Near real time confocal microscopy of cultured amelanotic cells: sources of signal, contrast agents and limits of contrast.

The use of high resolution, in vivo confocal imaging for noninvasive assessment of tissue pathology may offer a clinically important adjunct to standard histopathological techniques. To augment the present understanding of both the capabilities and limitations of in vivo confocal imaging, we investigated cellular sources of image contrast in amelanotic tissues, how contrast can be enhanced with external agents and how contrast is degraded by the scattering of overlying cells. A high-resolution reflected light confocal microscope was constructed and used to obtain images of various types of unstained amelanotic cells in suspension in real time before and after the addition of contrast agents. Reflectance images were compared to phase contrast images and electron micrographs to identify morphology visible with real time reflected light confocal microscopy. Mechanisms which decrease image contrast, including interference effects and scattering in overlying layers of cells, were considered. In amelanotic epithelial cells, fluctuations in the nuclear index of refraction provide signal which can be imaged even under several overlying cell layers. Acetic acid is an external contrast agent which can enhance this nuclear backscattering. Image contrast is degraded by the presence of multiple scattering in overlying cell layers. The degradation of image contrast by cell scattering depends on the scattering phase function; in vitro models which use polystyrene microspheres to approximate tissue underestimate the actual degradation caused by cell scattering. The loss in contrast can be explained using a finite difference time domain model of cellular scattering. We conclude that near real time reflected light confocal microscopy can be used to study cell morphology in vivo. Contrast degradation due to overlying tissue is a concern and cannot adequately be modeled using conventional tissue phantoms; however, acetic acid may be used to substantially increase intrinsic contrast, allowing imaging at significant depths despite distortion from overlying layers. © 1998 Society of Photo-Optical Instrumentation Engineers.

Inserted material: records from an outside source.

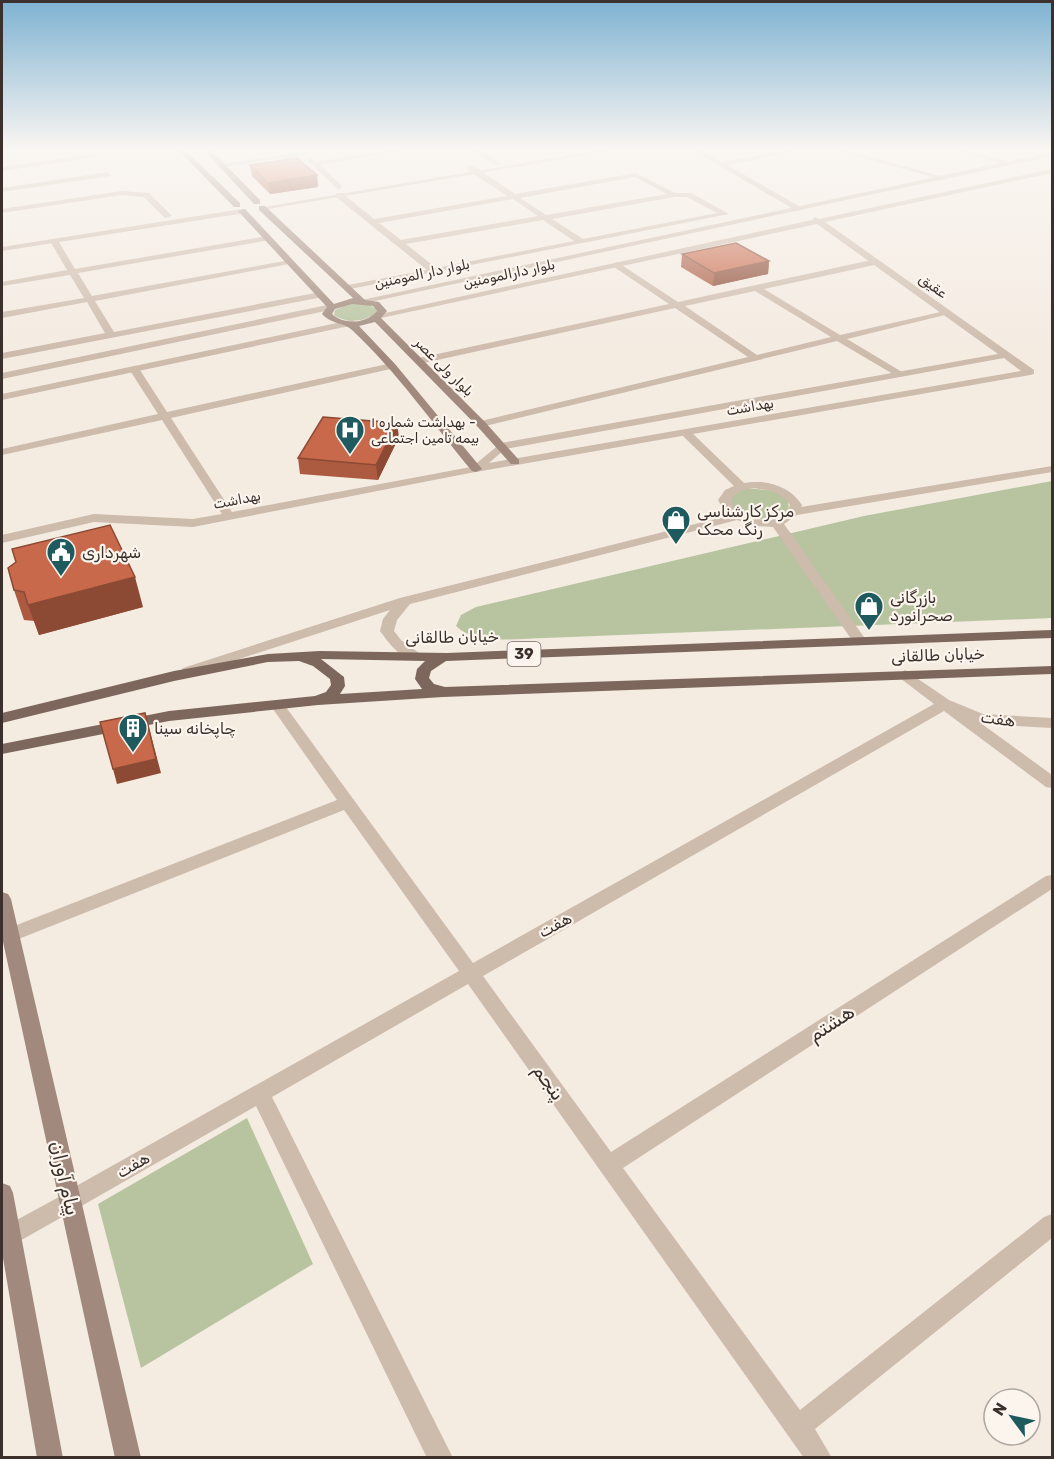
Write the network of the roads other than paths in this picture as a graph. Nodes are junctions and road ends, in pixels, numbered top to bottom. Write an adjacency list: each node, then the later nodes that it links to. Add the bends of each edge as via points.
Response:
1 (155, 218): 17 (street)
2 (182, 218): 16 (street)
3 (248, 218): 15 (main road)
4 (274, 218): 27 (main road)
5 (369, 218): 13 (street)
6 (395, 218): 13 (street)
7 (538, 218): 19 (street)
8 (546, 218): 18 (street)
9 (704, 218): 18 (street)
10 (757, 218): 31 (street, بلوار دار المومنین)
11 (814, 218): 14 (street, عقیق)
12 (838, 218): 14 (street)
13 (373, 222): 19 (street)
14 (820, 222): 21 (street, عقیق); 23 (street, بلوار دارالمومنین)
15 (267, 238): 22 (main road); 25 (street)
16 (54, 241): 20 (street); 25 (street)
17 (2, 242)
18 (581, 242): 24 (street)
19 (400, 243): 24 (street)
20 (2, 249)
21 (876, 262): 28 (street); 34 (street, عقیق)
22 (290, 263): 29 (main road); 30 (street)
23 (617, 265): 32 (street); 36 (street, بلوار دارالمومنین)
24 (434, 271): 27 (street)
25 (73, 272): 26 (street); 30 (street)
26 (2, 284)
27 (348, 288): 31 (main road)
28 (757, 288): 32 (street); 39 (street)
29 (320, 295): 33 (main road); 38 (street)
30 (89, 300): 35 (street); 38 (street)
31 (361, 301): 33 (main road); 36 (main road, بلوار ولی عصر, via 381,307)
32 (677, 305): 42 (street); 43 (street)
33 (332, 307): 37 (main road, via 329,318); 48 (street)
34 (946, 312): 39 (street); 40 (street, عقیق)
35 (2, 315)
36 (379, 316): 37 (main road); 43 (main road, بلوار ولی عصر)
37 (351, 323): 44 (main road); 45 (street)
38 (111, 335): 41 (street)
39 (840, 338): 42 (street); 47 (street)
40 (1006, 355): 46 (street, عقیق); 47 (street, بهداشت)
41 (2, 356)
42 (756, 358): 53 (street)
43 (419, 361): 53 (main road, بلوار ولی عصر)
44 (392, 366): 51 (street); 58 (main road)
45 (134, 369): 49 (street); 51 (street)
46 (1030, 372): 52 (street, بهداشت)
47 (898, 374): 50 (street, بهداشت)
48 (2, 376)
49 (2, 397)
50 (760, 399): 52 (street, via 784,407 781,415); 55 (street, بهداشت)
51 (163, 417): 56 (street); 62 (street)
52 (774, 418): 54 (street, بهداشت)
53 (482, 424): 55 (main road, بلوار ولی عصر)
54 (686, 433): 57 (street, بهداشت); 60 (street)
55 (501, 446): 57 (main road, بلوار ولی عصر); 58 (street)
56 (2, 452)
57 (515, 462): 58 (street, بهداشت)
58 (476, 469): 62 (street, بهداشت)
59 (1053, 469): 61 (street)
60 (742, 486): 61 (street, via 777,489 793,499); 63 (street, via 724,500)
61 (795, 512): 64 (street)
62 (229, 516): 65 (street, بهداشت, via 193,523 94,518)
63 (736, 517): 64 (street, via 759,523); 66 (street)
64 (776, 522): 68 (street)
65 (2, 539)
66 (405, 601): 70 (street, via 390,619 387,630 396,643); 74 (street)
67 (1053, 634): 68 (main road, خیابان طالقانی / 39)
68 (859, 640): 71 (main road, خیابان طالقانی / 39)
69 (295, 656): 70 (main road, خیابان طالقانی / 39); 74 (main road, خیابان طالقانی / 39, via 232,663); 76 (main road, via 318,663 337,677 338,686 331,695)
70 (414, 656): 71 (main road, خیابان طالقانی / 39)
71 (447, 657): 75 (main road, via 433,661 424,669 422,679)
72 (1053, 670): 73 (main road, خیابان طالقانی / 39)
73 (905, 675): 75 (main road, خیابان طالقانی / 39); 77 (street)
74 (174, 676): 79 (main road, خیابان طالقانی / 39)
75 (442, 692): 76 (main road, خیابان طالقانی / 39)
76 (318, 700): 78 (main road, خیابان طالقانی / 39)
77 (945, 704): 80 (street, هفت, via 981,719); 82 (street); 87 (street, هفت)
78 (278, 706): 81 (main road, خیابان طالقانی / 39, via 169,716); 83 (street, پنجم)
79 (2, 718)
80 (1053, 723)
81 (2, 749)
82 (1053, 783)
83 (347, 801): 86 (street); 87 (street, پنجم)
84 (1053, 881): 89 (street, هشتم)
85 (2, 899): 86 (main road, پیام آوران)
86 (10, 935): 91 (main road, پیام آوران)
87 (471, 973): 88 (street, هفت); 89 (street, پنجم)
88 (260, 1093): 91 (street, هفت); 97 (street)
89 (609, 1165): 94 (street, پنجم)
90 (2, 1193): 93 (main road)
91 (70, 1201): 93 (street, هفت); 96 (main road, پیام آوران)
92 (1053, 1225): 94 (street)
93 (5, 1238): 95 (main road)
94 (798, 1427): 98 (street, پنجم)
95 (50, 1458)
96 (128, 1458)
97 (441, 1458)
98 (820, 1458)

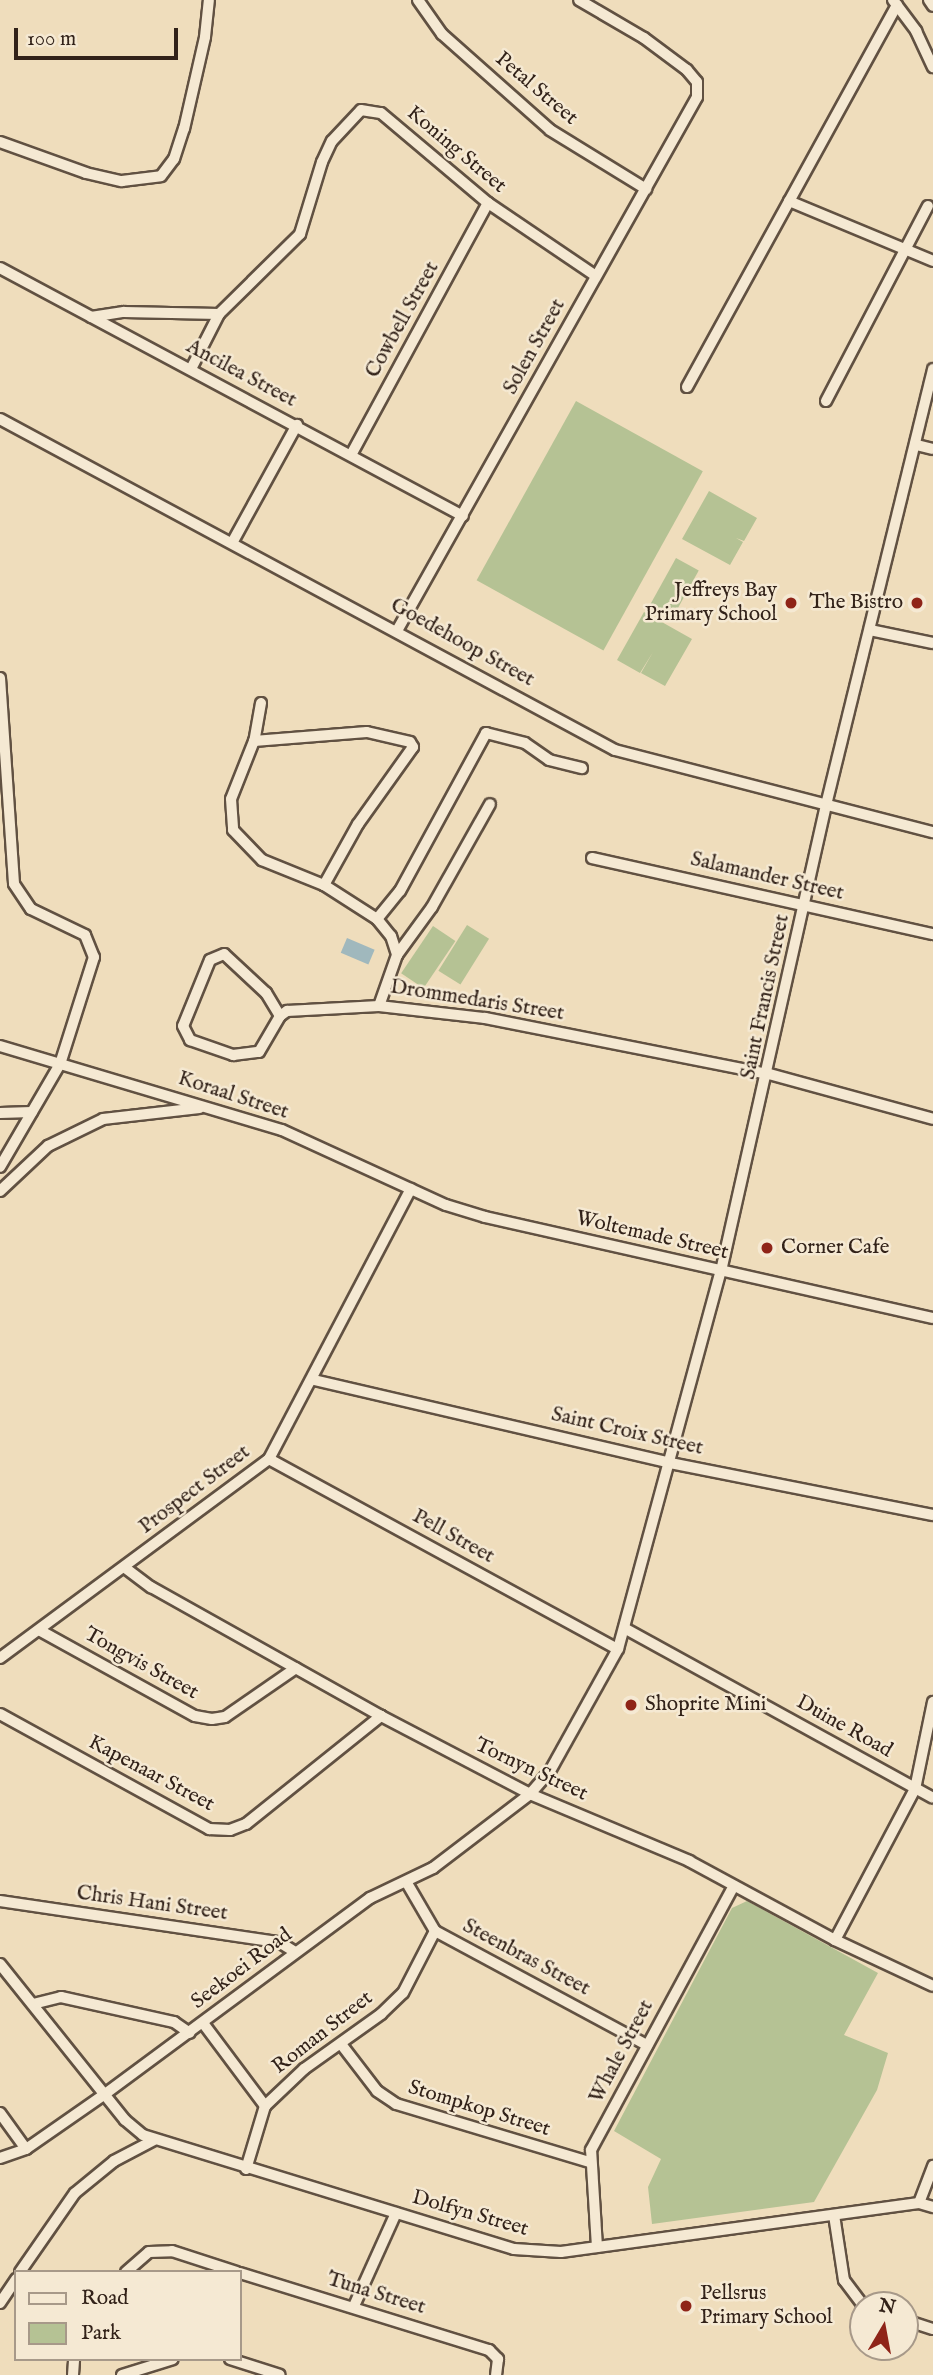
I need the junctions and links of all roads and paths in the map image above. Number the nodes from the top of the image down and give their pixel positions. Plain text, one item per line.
1 (209, 0) edge
2 (418, 0) edge
3 (579, 0) edge
4 (929, 0) edge
5 (895, 2) edge
6 (933, 6) edge
7 (933, 67) edge
8 (0, 142) edge
9 (646, 189) junction
10 (789, 201) junction
11 (488, 203) junction
12 (928, 206) dead end
13 (902, 250) junction
14 (933, 261) edge
15 (0, 268) edge
16 (596, 276) junction
17 (219, 314) junction
18 (91, 317) junction
19 (191, 369) junction
20 (933, 369) edge
21 (687, 387) dead end
22 (826, 401) dead end
23 (0, 419) edge
24 (297, 425) junction
25 (917, 445) junction
26 (933, 449) edge
27 (352, 455) junction
28 (463, 516) junction
29 (232, 543) junction
30 (398, 629) junction
31 (870, 630) junction
32 (933, 643) edge
33 (0, 678) edge
34 (261, 703) dead end
35 (254, 741) junction
36 (582, 768) dead end
37 (490, 804) dead end
38 (4, 805) edge
39 (826, 805) junction
40 (933, 832) edge
41 (592, 858) dead end
42 (324, 885) junction
43 (805, 906) junction
44 (377, 919) junction
45 (933, 934) edge
46 (397, 955) junction
47 (379, 1006) junction
48 (279, 1016) junction
49 (0, 1045) edge
50 (60, 1063) junction
51 (769, 1074) junction
52 (213, 1108) junction
53 (32, 1112) junction
54 (0, 1113) edge
55 (933, 1119) edge
56 (0, 1167) edge
57 (411, 1189) junction
58 (0, 1191) edge
59 (446, 1205) joint
60 (721, 1271) junction
61 (933, 1318) edge
62 (314, 1380) junction
63 (269, 1459) junction
64 (670, 1463) junction
65 (933, 1515) edge
66 (124, 1567) junction
67 (626, 1629) junction
68 (39, 1630) junction
69 (618, 1649) junction
70 (0, 1658) edge
71 (296, 1668) junction
72 (933, 1702) edge
73 (0, 1714) edge
74 (381, 1716) junction
75 (915, 1789) junction
76 (530, 1794) junction
77 (933, 1798) edge
78 (407, 1883) junction
79 (734, 1886) junction
80 (0, 1901) edge
81 (435, 1931) junction
82 (835, 1940) junction
83 (295, 1952) junction
84 (0, 1964) edge
85 (933, 1986) edge
86 (33, 2004) junction
87 (203, 2023) junction
88 (190, 2033) junction
89 (341, 2044) junction
90 (647, 2045) junction
91 (105, 2094) junction
92 (265, 2106) junction
93 (0, 2113) edge
94 (154, 2140) junction
95 (26, 2149) junction
96 (0, 2158) edge
97 (589, 2162) junction
98 (933, 2166) edge
99 (246, 2169) junction
100 (919, 2203) junction
101 (933, 2207) edge
102 (396, 2213) junction
103 (834, 2215) junction
104 (597, 2247) junction
105 (21, 2270) edge
106 (128, 2270) edge
107 (232, 2270) edge
108 (242, 2273) edge
109 (14, 2282) edge
110 (852, 2291) edge
111 (0, 2303) edge
112 (354, 2306) junction
113 (167, 2361) edge
114 (236, 2361) edge
115 (122, 2375) edge
116 (281, 2375) edge
117 (496, 2375) edge

1 - 8 street
2 - 9 street, Petal Street
3 - 9 street, Solen Street
4 - 6 street
5 - 7 street
5 - 10 street
9 - 16 street, Solen Street
10 - 13 street
10 - 21 street
11 - 16 street, Koning Street
11 - 17 street, Koning Street
11 - 27 street, Cowbell Street
12 - 13 street
13 - 14 street
13 - 22 street
15 - 18 street, Ancilea Street
16 - 28 street, Solen Street
17 - 18 street
17 - 19 street, Koning Street
18 - 19 street, Ancilea Street
19 - 24 street, Ancilea Street
20 - 25 street, Saint Francis Street
23 - 29 street, Goedehoop Street
24 - 27 street, Ancilea Street
24 - 29 street
25 - 26 street
25 - 31 street, Saint Francis Street
27 - 28 street, Ancilea Street
28 - 30 street, Solen Street
29 - 30 street, Goedehoop Street
30 - 39 street, Goedehoop Street
31 - 32 street
31 - 39 street, Saint Francis Street
33 - 38 street
34 - 35 street
35 - 42 street
35 - 42 street
36 - 44 street
37 - 46 street
38 - 50 street
39 - 40 street, Goedehoop Street
39 - 43 street, Saint Francis Street
41 - 43 street, Salamander Street
42 - 44 street
43 - 45 street, Salamander Street
43 - 51 street, Saint Francis Street
44 - 46 street
46 - 47 street
47 - 48 street, Drommedaris Street
47 - 51 street, Drommedaris Street
48 - 48 street
49 - 50 street, Koraal Street
50 - 52 street, Koraal Street
50 - 53 street
51 - 55 street, Drommedaris Street
51 - 60 street, Saint Francis Street
52 - 57 street, Koraal Street
52 - 58 street
53 - 54 street
53 - 56 street
57 - 59 street, Koraal Street
57 - 62 street, Prospect Street
59 - 60 street, Woltemade Street
60 - 61 street, Woltemade Street
60 - 64 street, Saint Francis Street
62 - 63 street, Prospect Street
62 - 64 street, Saint Croix Street
63 - 66 street, Prospect Street
63 - 69 street, Pell Street
64 - 65 street, Saint Croix Street
64 - 67 street, Saint Francis Street
66 - 68 street, Prospect Street
66 - 71 street, Tornyn Street
67 - 69 street, Saint Francis Street
67 - 75 street, Duine Road
68 - 70 street, Prospect Street
68 - 71 street, Tongvis Street
69 - 76 street, Saint Francis Street
71 - 74 street, Tornyn Street
72 - 75 street
73 - 74 street, Kapenaar Street
74 - 76 street, Tornyn Street
75 - 77 street, Duine Road
75 - 82 street
76 - 78 street, Seekoei Road
76 - 79 street, Tornyn Street
78 - 81 street, Steenbras Street
78 - 83 street, Seekoei Road
79 - 82 street, Tornyn Street
79 - 90 street, Whale Street
80 - 83 street, Chris Hani Street
81 - 89 street, Roman Street
81 - 90 street, Steenbras Street
82 - 85 street, Tornyn Street
83 - 87 street, Seekoei Road
84 - 86 street, Dolfyn Street
86 - 88 street
86 - 91 street, Dolfyn Street
87 - 88 street, Seekoei Road
87 - 92 street
88 - 91 street, Seekoei Road
89 - 92 street, Roman Street
89 - 97 street, Stompkop Street
90 - 97 street, Whale Street
91 - 94 street, Dolfyn Street
91 - 95 street, Seekoei Road
92 - 99 street, Roman Street
93 - 95 street
94 - 99 street, Dolfyn Street
94 - 105 street
95 - 96 street, Seekoei Road
97 - 104 street
98 - 100 street
99 - 102 street, Dolfyn Street
100 - 101 street, Dolfyn Street
100 - 103 street, Dolfyn Street
102 - 104 street, Dolfyn Street
102 - 112 street
103 - 104 street, Dolfyn Street
103 - 110 street
106 - 107 street, Tuna Street
108 - 112 street, Tuna Street
109 - 111 street
112 - 117 street, Tuna Street
113 - 115 street
114 - 116 street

Detection and diagnosis of oral neoplasia with an optical coherence microscope.

The use of high resolution, in vivo optical imaging may offer a clinically useful adjunct to standard histopathologic techniques. A pilot study was performed to investigate the diagnostic capabilities of optical coherence microscopy (OCM) to discriminate between normal and abnormal oral tissue. Our objective is to determine whether OCM, a technique combining the subcellular resolution of confocal microscopy with the coherence gating and heterodyne detection of optical coherence tomography, has the same ability as confocal microscopy to detect morphological changes present in precancers of the epithelium while providing superior penetration depths. We report our results using OCM to characterize the features of normal and neoplastic oral mucosa excised from 13 subjects. Specifically, we use optical coherence and confocal microscopic images obtained from human oral biopsy specimens at various depths from the mucosal surface to examine the optical properties that distinguish normal and neoplastic oral mucosa. An analysis of penetration depths achieved by the OCM and its associated confocal arm found that the OCM consistently imaged more deeply. Extraction of scattering coefficients from reflected nuclear intensity is successful in nonhyperkeratotic layers and shows differentiation between scattering properties of normal and dysplastic epithelium and invasive cancer.